> [Task details]: From the material below, list every line containing "main".

> [Input material]:
--------
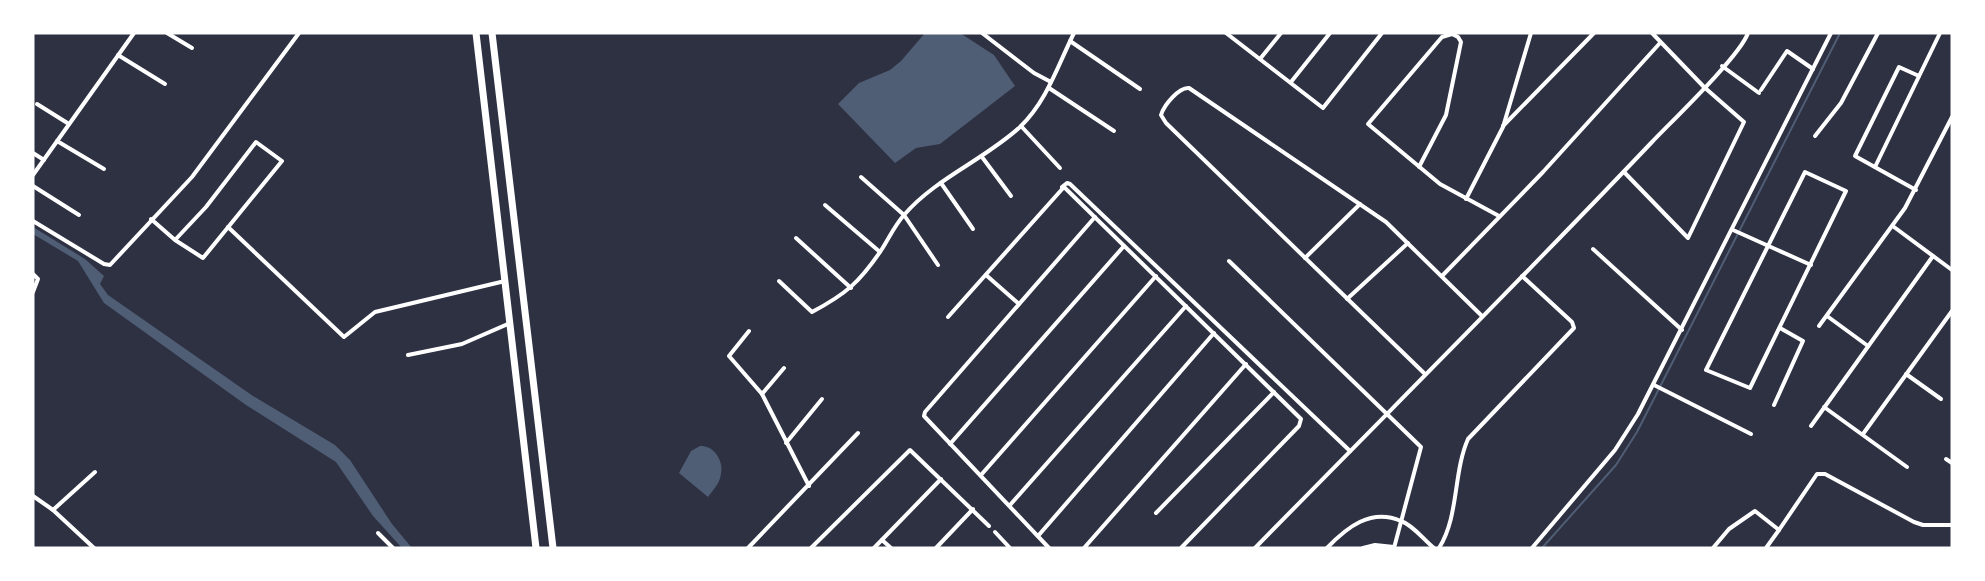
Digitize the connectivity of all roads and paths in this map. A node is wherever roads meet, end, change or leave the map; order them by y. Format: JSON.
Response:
{"nodes":[{"id":1,"x":134,"y":33,"type":"edge"},
{"id":2,"x":167,"y":33,"type":"edge"},
{"id":3,"x":299,"y":33,"type":"edge"},
{"id":4,"x":476,"y":33,"type":"edge"},
{"id":5,"x":492,"y":33,"type":"edge"},
{"id":6,"x":982,"y":33,"type":"edge"},
{"id":7,"x":1074,"y":33,"type":"edge"},
{"id":8,"x":1281,"y":33,"type":"edge"},
{"id":9,"x":1330,"y":33,"type":"edge"},
{"id":10,"x":1382,"y":33,"type":"edge"},
{"id":11,"x":1531,"y":33,"type":"edge"},
{"id":12,"x":1594,"y":33,"type":"edge"},
{"id":13,"x":1652,"y":33,"type":"edge"},
{"id":14,"x":1748,"y":33,"type":"edge"},
{"id":15,"x":1831,"y":33,"type":"edge"},
{"id":16,"x":1878,"y":33,"type":"edge"},
{"id":17,"x":1940,"y":33,"type":"edge"},
{"id":18,"x":1229,"y":34,"type":"edge"},
{"id":19,"x":1070,"y":41,"type":"junction"},
{"id":20,"x":1660,"y":43,"type":"junction"},
{"id":21,"x":192,"y":48,"type":"dead end"},
{"id":22,"x":118,"y":55,"type":"junction"},
{"id":23,"x":1260,"y":59,"type":"junction"},
{"id":24,"x":1722,"y":66,"type":"junction"},
{"id":25,"x":1813,"y":69,"type":"junction"},
{"id":26,"x":1919,"y":76,"type":"junction"},
{"id":27,"x":1052,"y":82,"type":"junction"},
{"id":28,"x":1290,"y":82,"type":"junction"},
{"id":29,"x":165,"y":84,"type":"dead end"},
{"id":30,"x":1704,"y":87,"type":"junction"},
{"id":31,"x":1049,"y":88,"type":"junction"},
{"id":32,"x":1140,"y":89,"type":"dead end"},
{"id":33,"x":36,"y":104,"type":"dead end"},
{"id":34,"x":1952,"y":117,"type":"edge"},
{"id":35,"x":69,"y":124,"type":"junction"},
{"id":36,"x":1021,"y":126,"type":"junction"},
{"id":37,"x":1503,"y":127,"type":"junction"},
{"id":38,"x":1114,"y":131,"type":"dead end"},
{"id":39,"x":1815,"y":136,"type":"dead end"},
{"id":40,"x":57,"y":141,"type":"junction"},
{"id":41,"x":33,"y":153,"type":"edge"},
{"id":42,"x":982,"y":157,"type":"junction"},
{"id":43,"x":44,"y":160,"type":"junction"},
{"id":44,"x":1419,"y":167,"type":"junction"},
{"id":45,"x":1875,"y":167,"type":"junction"},
{"id":46,"x":1060,"y":168,"type":"dead end"},
{"id":47,"x":104,"y":169,"type":"dead end"},
{"id":48,"x":1624,"y":172,"type":"junction"},
{"id":49,"x":33,"y":175,"type":"edge"},
{"id":50,"x":861,"y":177,"type":"dead end"},
{"id":51,"x":941,"y":183,"type":"junction"},
{"id":52,"x":33,"y":186,"type":"edge"},
{"id":53,"x":1062,"y":187,"type":"junction"},
{"id":54,"x":1916,"y":190,"type":"junction"},
{"id":55,"x":1011,"y":196,"type":"dead end"},
{"id":56,"x":1466,"y":199,"type":"junction"},
{"id":57,"x":1360,"y":204,"type":"junction"},
{"id":58,"x":825,"y":205,"type":"dead end"},
{"id":59,"x":79,"y":215,"type":"dead end"},
{"id":60,"x":904,"y":215,"type":"junction"},
{"id":61,"x":1499,"y":216,"type":"junction"},
{"id":62,"x":1095,"y":217,"type":"junction"},
{"id":63,"x":151,"y":219,"type":"junction"},
{"id":64,"x":33,"y":221,"type":"edge"},
{"id":65,"x":1893,"y":226,"type":"junction"},
{"id":66,"x":228,"y":227,"type":"junction"},
{"id":67,"x":973,"y":229,"type":"dead end"},
{"id":68,"x":1732,"y":230,"type":"junction"},
{"id":69,"x":796,"y":238,"type":"dead end"},
{"id":70,"x":175,"y":240,"type":"junction"},
{"id":71,"x":1408,"y":242,"type":"junction"},
{"id":72,"x":1767,"y":244,"type":"junction"},
{"id":73,"x":1124,"y":246,"type":"junction"},
{"id":74,"x":1593,"y":249,"type":"dead end"},
{"id":75,"x":880,"y":252,"type":"junction"},
{"id":76,"x":1933,"y":256,"type":"junction"},
{"id":77,"x":1305,"y":258,"type":"junction"},
{"id":78,"x":1228,"y":261,"type":"dead end"},
{"id":79,"x":938,"y":265,"type":"dead end"},
{"id":80,"x":1810,"y":265,"type":"junction"},
{"id":81,"x":1952,"y":270,"type":"edge"},
{"id":82,"x":33,"y":274,"type":"edge"},
{"id":83,"x":986,"y":275,"type":"junction"},
{"id":84,"x":1156,"y":276,"type":"junction"},
{"id":85,"x":1442,"y":276,"type":"junction"},
{"id":86,"x":1522,"y":276,"type":"junction"},
{"id":87,"x":505,"y":281,"type":"junction"},
{"id":88,"x":779,"y":281,"type":"dead end"},
{"id":89,"x":852,"y":288,"type":"junction"},
{"id":90,"x":33,"y":292,"type":"edge"},
{"id":91,"x":1347,"y":299,"type":"junction"},
{"id":92,"x":1019,"y":304,"type":"junction"},
{"id":93,"x":1186,"y":306,"type":"junction"},
{"id":94,"x":1952,"y":310,"type":"edge"},
{"id":95,"x":948,"y":316,"type":"dead end"},
{"id":96,"x":1482,"y":316,"type":"junction"},
{"id":97,"x":1827,"y":316,"type":"junction"},
{"id":98,"x":510,"y":323,"type":"junction"},
{"id":99,"x":1819,"y":326,"type":"dead end"},
{"id":100,"x":1780,"y":328,"type":"junction"},
{"id":101,"x":1682,"y":330,"type":"junction"},
{"id":102,"x":749,"y":331,"type":"dead end"},
{"id":103,"x":1214,"y":333,"type":"junction"},
{"id":104,"x":1868,"y":346,"type":"junction"},
{"id":105,"x":408,"y":356,"type":"dead end"},
{"id":106,"x":1246,"y":364,"type":"junction"},
{"id":107,"x":784,"y":368,"type":"dead end"},
{"id":108,"x":1425,"y":374,"type":"junction"},
{"id":109,"x":1906,"y":374,"type":"junction"},
{"id":110,"x":1655,"y":385,"type":"junction"},
{"id":111,"x":1274,"y":392,"type":"junction"},
{"id":112,"x":762,"y":394,"type":"junction"},
{"id":113,"x":822,"y":399,"type":"dead end"},
{"id":114,"x":1941,"y":399,"type":"dead end"},
{"id":115,"x":1774,"y":405,"type":"dead end"},
{"id":116,"x":1824,"y":407,"type":"junction"},
{"id":117,"x":1388,"y":412,"type":"junction"},
{"id":118,"x":1811,"y":426,"type":"dead end"},
{"id":119,"x":858,"y":433,"type":"dead end"},
{"id":120,"x":1751,"y":434,"type":"dead end"},
{"id":121,"x":1863,"y":434,"type":"junction"},
{"id":122,"x":786,"y":443,"type":"junction"},
{"id":123,"x":950,"y":444,"type":"junction"},
{"id":124,"x":1350,"y":451,"type":"junction"},
{"id":125,"x":1946,"y":459,"type":"dead end"},
{"id":126,"x":1952,"y":464,"type":"edge"},
{"id":127,"x":1907,"y":467,"type":"dead end"},
{"id":128,"x":95,"y":472,"type":"dead end"},
{"id":129,"x":981,"y":475,"type":"junction"},
{"id":130,"x":941,"y":479,"type":"junction"},
{"id":131,"x":810,"y":486,"type":"junction"},
{"id":132,"x":33,"y":496,"type":"edge"},
{"id":133,"x":1010,"y":505,"type":"junction"},
{"id":134,"x":973,"y":509,"type":"junction"},
{"id":135,"x":53,"y":510,"type":"junction"},
{"id":136,"x":1156,"y":513,"type":"dead end"},
{"id":137,"x":1403,"y":521,"type":"junction"},
{"id":138,"x":1952,"y":525,"type":"edge"},
{"id":139,"x":989,"y":526,"type":"dead end"},
{"id":140,"x":1779,"y":530,"type":"junction"},
{"id":141,"x":995,"y":532,"type":"dead end"},
{"id":142,"x":378,"y":533,"type":"dead end"},
{"id":143,"x":1038,"y":536,"type":"junction"},
{"id":144,"x":882,"y":540,"type":"junction"},
{"id":145,"x":1006,"y":543,"type":"junction"},
{"id":146,"x":94,"y":548,"type":"edge"},
{"id":147,"x":393,"y":548,"type":"edge"},
{"id":148,"x":536,"y":548,"type":"edge"},
{"id":149,"x":553,"y":548,"type":"edge"},
{"id":150,"x":748,"y":548,"type":"edge"},
{"id":151,"x":811,"y":548,"type":"edge"},
{"id":152,"x":874,"y":548,"type":"edge"},
{"id":153,"x":891,"y":548,"type":"edge"},
{"id":154,"x":936,"y":548,"type":"edge"},
{"id":155,"x":1001,"y":548,"type":"edge"},
{"id":156,"x":1010,"y":548,"type":"edge"},
{"id":157,"x":1049,"y":548,"type":"edge"},
{"id":158,"x":1084,"y":548,"type":"edge"},
{"id":159,"x":1181,"y":548,"type":"edge"},
{"id":160,"x":1255,"y":548,"type":"edge"},
{"id":161,"x":1327,"y":548,"type":"edge"},
{"id":162,"x":1363,"y":548,"type":"edge"},
{"id":163,"x":1394,"y":548,"type":"edge"},
{"id":164,"x":1434,"y":548,"type":"edge"},
{"id":165,"x":1439,"y":548,"type":"edge"},
{"id":166,"x":1533,"y":548,"type":"edge"},
{"id":167,"x":1713,"y":548,"type":"edge"},
{"id":168,"x":1766,"y":548,"type":"edge"}],
"edges":[{"from":1,"to":22,"type":"street"},
{"from":2,"to":21,"type":"street"},
{"from":3,"to":63,"type":"street"},
{"from":4,"to":87,"type":"main road"},
{"from":5,"to":149,"type":"main road"},
{"from":6,"to":27,"type":"street"},
{"from":7,"to":19,"type":"street"},
{"from":8,"to":23,"type":"street"},
{"from":9,"to":28,"type":"street"},
{"from":10,"to":28,"type":"street"},
{"from":11,"to":37,"type":"street"},
{"from":12,"to":37,"type":"street"},
{"from":13,"to":20,"type":"street"},
{"from":14,"to":24,"type":"street"},
{"from":15,"to":25,"type":"street"},
{"from":16,"to":39,"type":"street"},
{"from":17,"to":26,"type":"street"},
{"from":18,"to":23,"type":"street"},
{"from":19,"to":27,"type":"street"},
{"from":19,"to":32,"type":"street"},
{"from":20,"to":30,"type":"street"},
{"from":20,"to":61,"type":"street"},
{"from":22,"to":29,"type":"street"},
{"from":22,"to":35,"type":"street"},
{"from":23,"to":28,"type":"street"},
{"from":24,"to":25,"type":"street"},
{"from":24,"to":30,"type":"street"},
{"from":25,"to":68,"type":"street"},
{"from":26,"to":45,"type":"street"},
{"from":26,"to":45,"type":"street"},
{"from":27,"to":31,"type":"street"},
{"from":30,"to":48,"type":"street"},
{"from":30,"to":48,"type":"street"},
{"from":31,"to":36,"type":"street"},
{"from":31,"to":38,"type":"street"},
{"from":33,"to":35,"type":"street"},
{"from":34,"to":54,"type":"street"},
{"from":35,"to":40,"type":"street"},
{"from":36,"to":42,"type":"street"},
{"from":36,"to":46,"type":"street"},
{"from":37,"to":56,"type":"street"},
{"from":40,"to":43,"type":"street"},
{"from":40,"to":47,"type":"street"},
{"from":41,"to":43,"type":"street"},
{"from":42,"to":51,"type":"street"},
{"from":42,"to":55,"type":"street"},
{"from":43,"to":49,"type":"street"},
{"from":44,"to":44,"type":"street"},
{"from":44,"to":56,"type":"street"},
{"from":45,"to":54,"type":"street"},
{"from":48,"to":86,"type":"street"},
{"from":50,"to":60,"type":"street"},
{"from":51,"to":60,"type":"street"},
{"from":51,"to":67,"type":"street"},
{"from":52,"to":59,"type":"street"},
{"from":53,"to":62,"type":"street"},
{"from":53,"to":83,"type":"street"},
{"from":53,"to":124,"type":"street"},
{"from":54,"to":65,"type":"street"},
{"from":56,"to":61,"type":"street"},
{"from":57,"to":71,"type":"street"},
{"from":57,"to":77,"type":"street"},
{"from":57,"to":77,"type":"street"},
{"from":58,"to":75,"type":"street"},
{"from":60,"to":75,"type":"street"},
{"from":60,"to":79,"type":"street"},
{"from":61,"to":85,"type":"street"},
{"from":62,"to":73,"type":"street"},
{"from":62,"to":92,"type":"street"},
{"from":63,"to":64,"type":"street"},
{"from":63,"to":70,"type":"street"},
{"from":65,"to":76,"type":"street"},
{"from":65,"to":97,"type":"street"},
{"from":66,"to":70,"type":"street"},
{"from":66,"to":70,"type":"street"},
{"from":66,"to":87,"type":"street"},
{"from":68,"to":72,"type":"street"},
{"from":68,"to":101,"type":"street"},
{"from":69,"to":89,"type":"street"},
{"from":71,"to":85,"type":"street"},
{"from":71,"to":91,"type":"street"},
{"from":72,"to":80,"type":"street"},
{"from":72,"to":80,"type":"street"},
{"from":72,"to":100,"type":"street"},
{"from":73,"to":84,"type":"street"},
{"from":73,"to":123,"type":"street"},
{"from":74,"to":101,"type":"street"},
{"from":75,"to":89,"type":"street"},
{"from":76,"to":81,"type":"street"},
{"from":76,"to":104,"type":"street"},
{"from":77,"to":91,"type":"street"},
{"from":78,"to":117,"type":"street"},
{"from":80,"to":100,"type":"street"},
{"from":82,"to":90,"type":"street"},
{"from":83,"to":92,"type":"street"},
{"from":83,"to":95,"type":"street"},
{"from":84,"to":93,"type":"street"},
{"from":84,"to":129,"type":"street"},
{"from":85,"to":96,"type":"street"},
{"from":86,"to":96,"type":"street"},
{"from":86,"to":165,"type":"street"},
{"from":87,"to":98,"type":"main road"},
{"from":88,"to":89,"type":"street"},
{"from":91,"to":108,"type":"street"},
{"from":92,"to":123,"type":"street"},
{"from":93,"to":103,"type":"street"},
{"from":93,"to":133,"type":"street"},
{"from":94,"to":109,"type":"street"},
{"from":96,"to":108,"type":"street"},
{"from":97,"to":99,"type":"street"},
{"from":97,"to":104,"type":"street"},
{"from":98,"to":105,"type":"street"},
{"from":98,"to":148,"type":"main road"},
{"from":100,"to":115,"type":"street"},
{"from":101,"to":110,"type":"street"},
{"from":102,"to":112,"type":"street"},
{"from":103,"to":106,"type":"street"},
{"from":103,"to":143,"type":"street"},
{"from":104,"to":116,"type":"street"},
{"from":106,"to":111,"type":"street"},
{"from":106,"to":158,"type":"street"},
{"from":107,"to":112,"type":"street"},
{"from":108,"to":117,"type":"street"},
{"from":109,"to":114,"type":"street"},
{"from":109,"to":121,"type":"street"},
{"from":110,"to":120,"type":"street"},
{"from":110,"to":166,"type":"street"},
{"from":111,"to":136,"type":"street"},
{"from":111,"to":159,"type":"street"},
{"from":112,"to":122,"type":"street"},
{"from":113,"to":122,"type":"street"},
{"from":116,"to":118,"type":"street"},
{"from":116,"to":121,"type":"street"},
{"from":117,"to":124,"type":"street"},
{"from":117,"to":137,"type":"street"},
{"from":119,"to":131,"type":"street"},
{"from":121,"to":127,"type":"street"},
{"from":122,"to":131,"type":"street"},
{"from":123,"to":129,"type":"street"},
{"from":124,"to":160,"type":"street"},
{"from":125,"to":126,"type":"street"},
{"from":128,"to":135,"type":"street"},
{"from":129,"to":133,"type":"street"},
{"from":130,"to":134,"type":"street"},
{"from":130,"to":144,"type":"street"},
{"from":130,"to":151,"type":"street"},
{"from":131,"to":150,"type":"street"},
{"from":132,"to":135,"type":"street"},
{"from":133,"to":143,"type":"street"},
{"from":134,"to":139,"type":"street"},
{"from":134,"to":154,"type":"street"},
{"from":135,"to":146,"type":"street"},
{"from":137,"to":161,"type":"street"},
{"from":137,"to":163,"type":"street"},
{"from":137,"to":164,"type":"street"},
{"from":138,"to":140,"type":"street"},
{"from":140,"to":167,"type":"street"},
{"from":140,"to":168,"type":"street"},
{"from":141,"to":145,"type":"street"},
{"from":142,"to":147,"type":"street"},
{"from":143,"to":157,"type":"street"},
{"from":144,"to":152,"type":"street"},
{"from":144,"to":153,"type":"street"},
{"from":145,"to":155,"type":"street"},
{"from":145,"to":156,"type":"street"},
{"from":162,"to":163,"type":"street"}]}
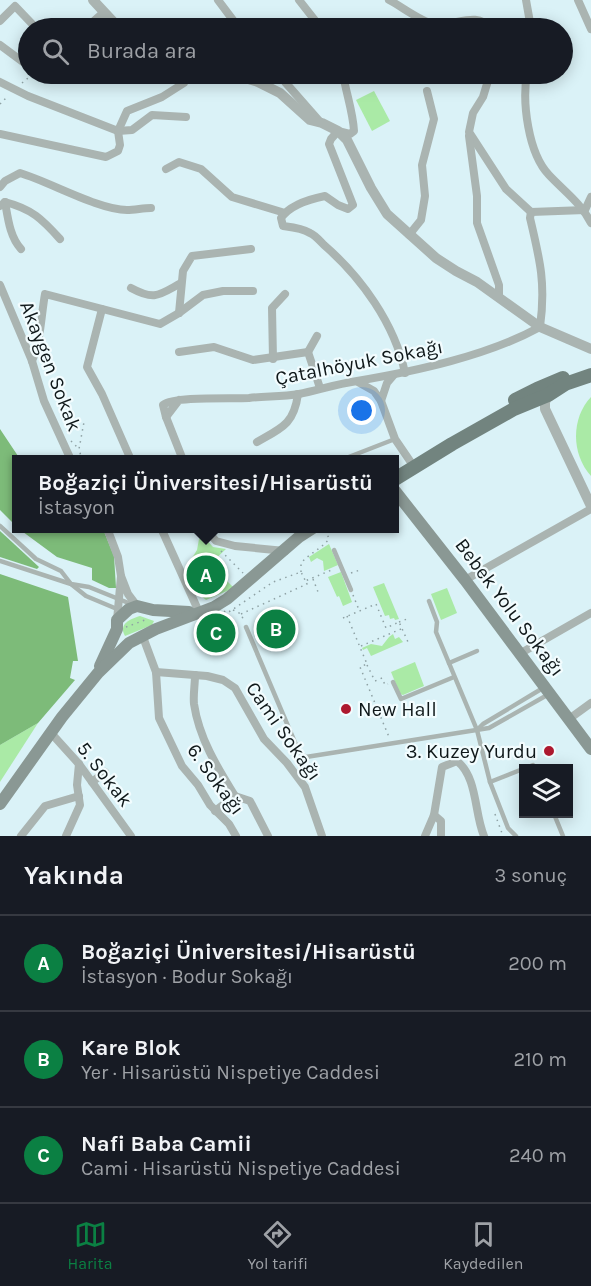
--------
> [Response to the exercise]:
{"from":4,"to":87,"type":"main road"},
{"from":5,"to":149,"type":"main road"},
{"from":87,"to":98,"type":"main road"},
{"from":98,"to":148,"type":"main road"},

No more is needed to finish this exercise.